La matrigna stava preparando il suo banchetto funebre e friggendo frittelle. “Parti, marito, e seppellisci tua figlia!” Esclamò. E il vecchio andò. Ma il cagnolino sotto il tavolo disse: “Bau-bau! La figlia del vecchio va in giro in argento e oro, ma la figlia della vecchia nessun corteggiatore la guarderà.” – “Silenzio, sciocco! C’è una frittella per te, e ora dì: ‘I corteggiatori prenderanno la figlia della vecchia, ma della figlia del vecchio non è rimasto altro che le sue ossa’”. Il cagnolino mangiò la frittella, ma disse di nuovo: “Bau-bau! La figlia del vecchio se ne va in giro con argento e oro, ma la figlia della vecchia nessun corteggiatore la guarderà”.
La vecchia continuò a picchiare il cane e a dargli frittelle, ma il cagnolino volle fare a modo suo e diceva: “La figlia del vecchio va in giro in argento e oro, ma la figlia della vecchia nessun corteggiatore la guarderà”.

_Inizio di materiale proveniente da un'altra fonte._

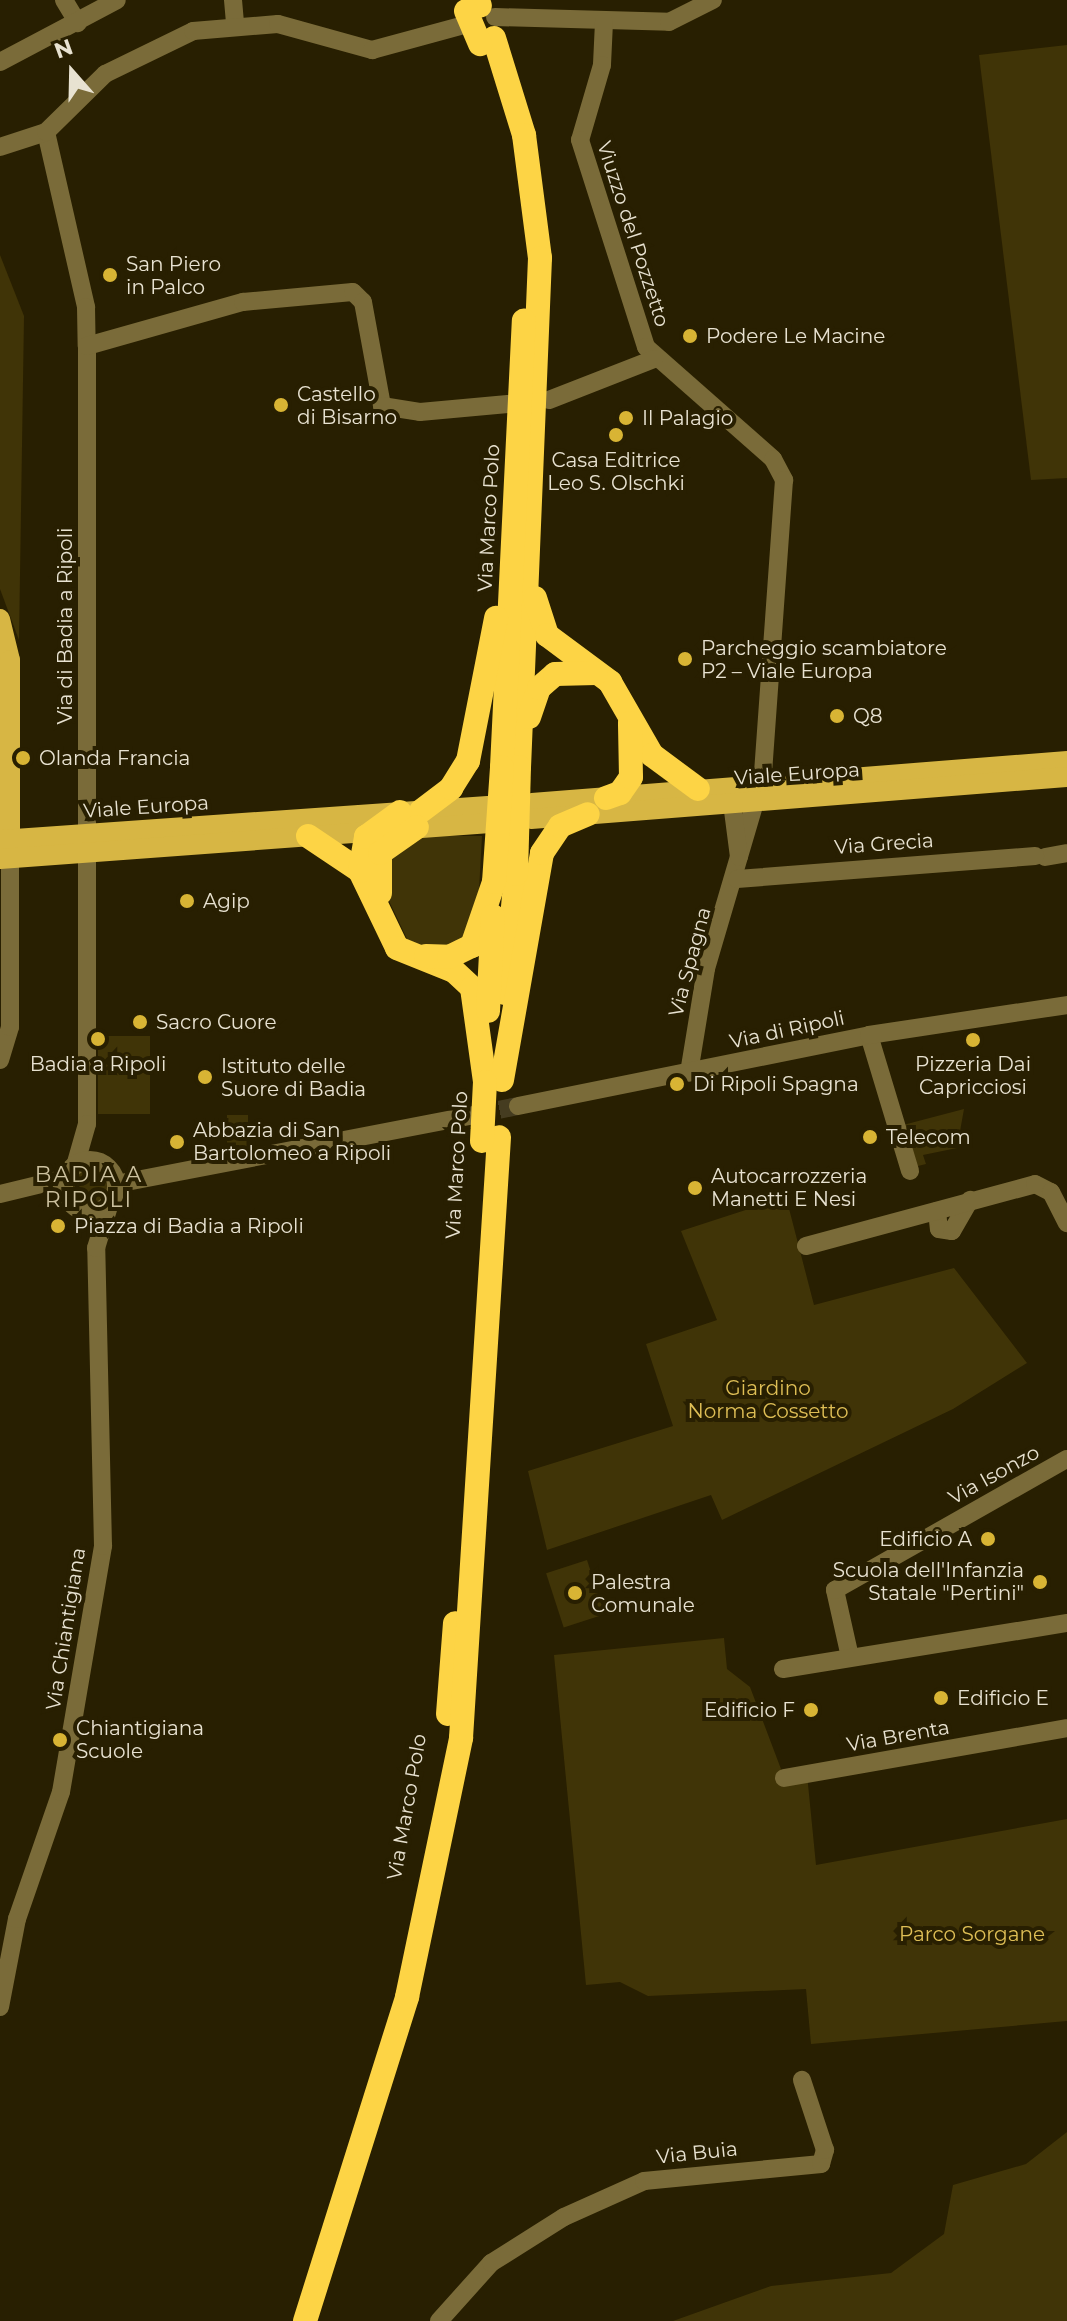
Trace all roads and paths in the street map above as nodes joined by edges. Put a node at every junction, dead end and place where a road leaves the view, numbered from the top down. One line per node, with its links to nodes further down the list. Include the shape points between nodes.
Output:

I pavimenti scricchiolarono, le porte si spalancarono e dentro portarono l’alto e pesante forziere, dietro il quale camminava la figliastra, in oro e argento, scintillante come il sole. La matrigna la guardò e alzò le braccia. “Vecchio, vecchio, metti su un paio di cavalli e prendi subito mia figlia. Mettila nello stesso campo, nello stesso posto”. E il vecchio portò la figlia nello stesso luogo.
Moroz-naso-di-rubino si avvicinò, guardò la sua ospite e cominciò a chiederle: “Hai caldo, fanciulla?” – “Vattene!”, rispose la figlia della vecchia, “o sei cieco da non vedere che le mie braccia e le mie gambe sono completamente intorpidite dal freddo?”. Morozko si mise a saltare e a saltellare, non c’erano da aspettarsi parole giuste da quella parte. Si arrabbiò con la figliastra e la congelò a morte.
“Vecchio, vecchio, vai a prendere mia figlia. Metti i miei cavalli veloci, e non rovesciare la slitta e non ribaltare il forziere.” Ma il cagnolino sotto il tavolo disse: “Bau-bau! I corteggiatori sposeranno la figlia del vecchio, ma non porteranno a casa nulla della figlia della vecchia se non un sacco di ossa” – “Non mentire! C’è una torta. Prendila e dì ‘Porteranno la figlia della vecchia in oro e argento!’”
E le porte si spalancarono, la cattiva vecchia corse incontro a sua figlia, e invece di lei abbracciò un freddo cadavere, cominciò a ululare e piangere, seppe allora di aver perso la sua figlia malvagia e invidiosa.

Russian Fairy Tales
Di Petr Polevoĭ

Da Google Libri


Morozko è una figura leggendaria simile a San Nicola, Babbo Natale, nella mitologia slava. La tradizione di Ded Moroz è diffusa principalmente nei paesi slavi orientali ed è una parte importante della cultura russa. La traduzione letterale di Ded Moroz è Nonno Gelo.